[Stored items]
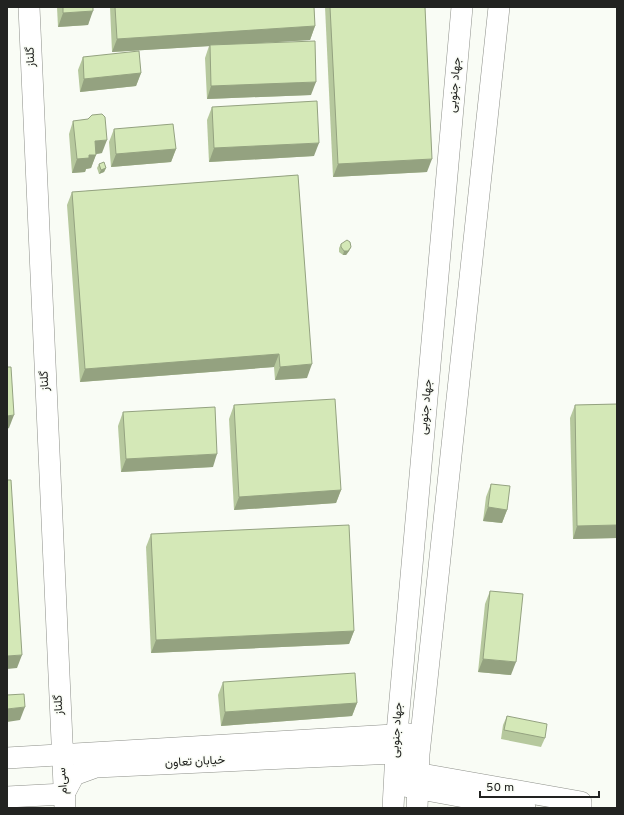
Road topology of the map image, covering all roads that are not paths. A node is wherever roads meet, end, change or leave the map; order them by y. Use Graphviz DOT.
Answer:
graph roads {
  1 [pos="29,7"];
  2 [pos="462,7"];
  3 [pos="498,7"];
  4 [pos="61,755"];
  5 [pos="7,758"];
  6 [pos="395,760"];
  7 [pos="419,762"];
  8 [pos="7,797"];
  9 [pos="64,801"];
  10 [pos="393,808"];
  11 [pos="416,808"];
  12 [pos="525,808"];
  13 [pos="580,808"];
  1 -- 4 [label="street, گلناز"];
  2 -- 6 [label="street, جهاد جنوبی"];
  3 -- 7 [label="street, جهاد جنوبی"];
  4 -- 5 [label="street, خیابان تعاون"];
  4 -- 6 [label="street, خیابان تعاون"];
  4 -- 9 [label="street, سی‌ام"];
  6 -- 7 [label="street"];
  6 -- 7 [label="street"];
  6 -- 9 [label="street, خیابان تعاون"];
  6 -- 10 [label="street, جهاد جنوبی"];
  7 -- 11 [label="street, جهاد جنوبی"];
  7 -- 12 [label="street"];
  7 -- 13 [label="street"];
  8 -- 9 [label="street"];
}
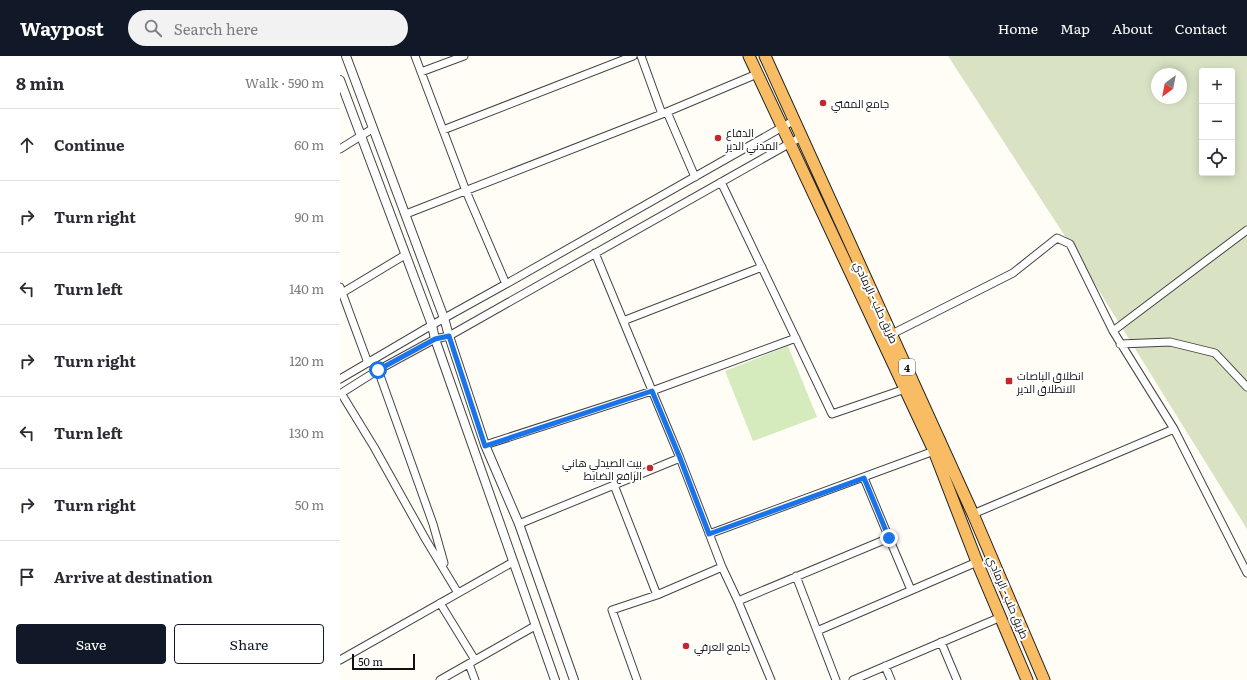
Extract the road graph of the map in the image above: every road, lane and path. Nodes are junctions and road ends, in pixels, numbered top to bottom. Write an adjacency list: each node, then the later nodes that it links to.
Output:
1 (346, 56): 14 (street)
2 (415, 56): 8 (street)
3 (464, 56): 8 (street)
4 (633, 56): 15 (street)
5 (641, 56): 11 (street)
6 (749, 56): 9 (highway, طريق حلب - الرمادي / 4)
7 (764, 56): 12 (highway, طريق حلب - الرمادي / 4)
8 (421, 72): 15 (street)
9 (757, 74): 11 (street); 13 (highway, طريق حلب - الرمادي / 4)
10 (340, 80): 16 (street)
11 (665, 113): 20 (street); 22 (street)
12 (794, 121): 13 (street); 17 (highway, طريق حلب - الرمادي / 4)
13 (782, 127): 18 (highway, طريق حلب - الرمادي / 4); 20 (street)
14 (372, 129): 16 (street); 23 (street)
15 (443, 130): 22 (street)
16 (361, 136): 19 (street); 26 (street)
17 (800, 137): 18 (street); 34 (highway, طريق حلب - الرمادي / 4)
18 (790, 143): 21 (street); 43 (highway, طريق حلب - الرمادي / 4)
19 (340, 149)
20 (695, 177): 28 (street)
21 (721, 182): 25 (street); 27 (street)
22 (466, 191): 23 (street); 28 (street)
23 (406, 214): 30 (street)
24 (1247, 230): 33 (street)
25 (595, 253): 31 (street); 35 (street)
26 (406, 255): 29 (street); 32 (street)
27 (762, 267): 31 (street); 36 (street)
28 (506, 284): 30 (street)
29 (341, 290): 39 (street)
30 (444, 318): 32 (street); 35 (street)
31 (623, 321): 44 (street)
32 (432, 325): 37 (street); 39 (street)
33 (1113, 331): 34 (street); 38 (street)
34 (892, 334): 52 (highway, طريق حلب - الرمادي / 4)
35 (449, 336): 37 (street); 47 (street)
36 (796, 338): 43 (street); 44 (street)
37 (435, 339): 40 (street); 56 (street)
38 (1120, 344): 42 (street); 46 (street)
39 (368, 363): 41 (street)
40 (378, 370): 45 (street); 59 (street)
41 (340, 379)
42 (1247, 387)
43 (905, 389): 48 (highway, طريق حلب - الرمادي / 4)
44 (652, 391): 47 (street); 49 (street)
45 (340, 393): 59 (street)
46 (1174, 429): 52 (street); 60 (street)
47 (485, 446): 53 (street)
48 (934, 452): 50 (street); 57 (highway, طريق حلب - الرمادي / 4)
49 (680, 458): 51 (street); 54 (street)
50 (864, 478): 54 (street); 55 (street)
51 (614, 485): 53 (street); 64 (street)
52 (973, 514): 85 (highway, طريق حلب - الرمادي / 4)
53 (519, 524): 77 (street)
54 (709, 534): 58 (street)
55 (889, 538): 61 (street); 62 (street)
56 (513, 562): 63 (street); 68 (street)
57 (977, 562): 62 (street); 67 (highway, طريق حلب - الرمادي / 4)
58 (722, 567): 64 (street); 65 (street)
59 (446, 570): 63 (street)
60 (1247, 573)
61 (796, 576): 65 (street); 69 (street)
62 (911, 590): 69 (street)
63 (458, 593): 66 (street)
64 (657, 595): 78 (street)
65 (738, 601): 79 (street)
66 (440, 603): 71 (street); 72 (street)
67 (1001, 617): 70 (street); 84 (highway, طريق حلب - الرمادي / 4)
68 (535, 626): 72 (street); 76 (street)
69 (817, 631): 80 (street)
70 (940, 642): 73 (street); 83 (street)
71 (340, 660)
72 (472, 662): 74 (street); 75 (street)
73 (885, 666): 81 (street); 82 (street)
74 (440, 680)
75 (475, 680)
76 (555, 680)
77 (574, 680)
78 (637, 680)
79 (771, 680)
80 (836, 680)
81 (853, 680)
82 (891, 680)
83 (956, 680)
84 (1027, 680)
85 (1044, 680)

▸ What you should do:
Nothing but the lines from the first line of the data above through the line holding "Extract the road" may appear in the response, copied exactly and without pictures.

▸ Response to this task:
Road topology of the map image, covering all roads that are not paths. A node is wherever roads meet, end, change or leave the map; order them by y. Use Graphviz DOT.
Answer:
graph roads {
  1 [pos="29,7"];
  2 [pos="462,7"];
  3 [pos="498,7"];
  4 [pos="61,755"];
  5 [pos="7,758"];
  6 [pos="395,760"];
  7 [pos="419,762"];
  8 [pos="7,797"];
  9 [pos="64,801"];
  10 [pos="393,808"];
  11 [pos="416,808"];
  12 [pos="525,808"];
  13 [pos="580,808"];
  1 -- 4 [label="street, گلناز"];
  2 -- 6 [label="street, جهاد جنوبی"];
  3 -- 7 [label="street, جهاد جنوبی"];
  4 -- 5 [label="street, خیابان تعاون"];
  4 -- 6 [label="street, خیابان تعاون"];
  4 -- 9 [label="street, سی‌ام"];
  6 -- 7 [label="street"];
  6 -- 7 [label="street"];
  6 -- 9 [label="street, خیابان تعاون"];
  6 -- 10 [label="street, جهاد جنوبی"];
  7 -- 11 [label="street, جهاد جنوبی"];
  7 -- 12 [label="street"];
  7 -- 13 [label="street"];
  8 -- 9 [label="street"];
}
Extract the road graph of the map in the image above: every road, lane and path. Nodes are junctions and road ends, in pixels, numbered top to bottom. Write an adjacency list: each node, then the later nodes that it links to.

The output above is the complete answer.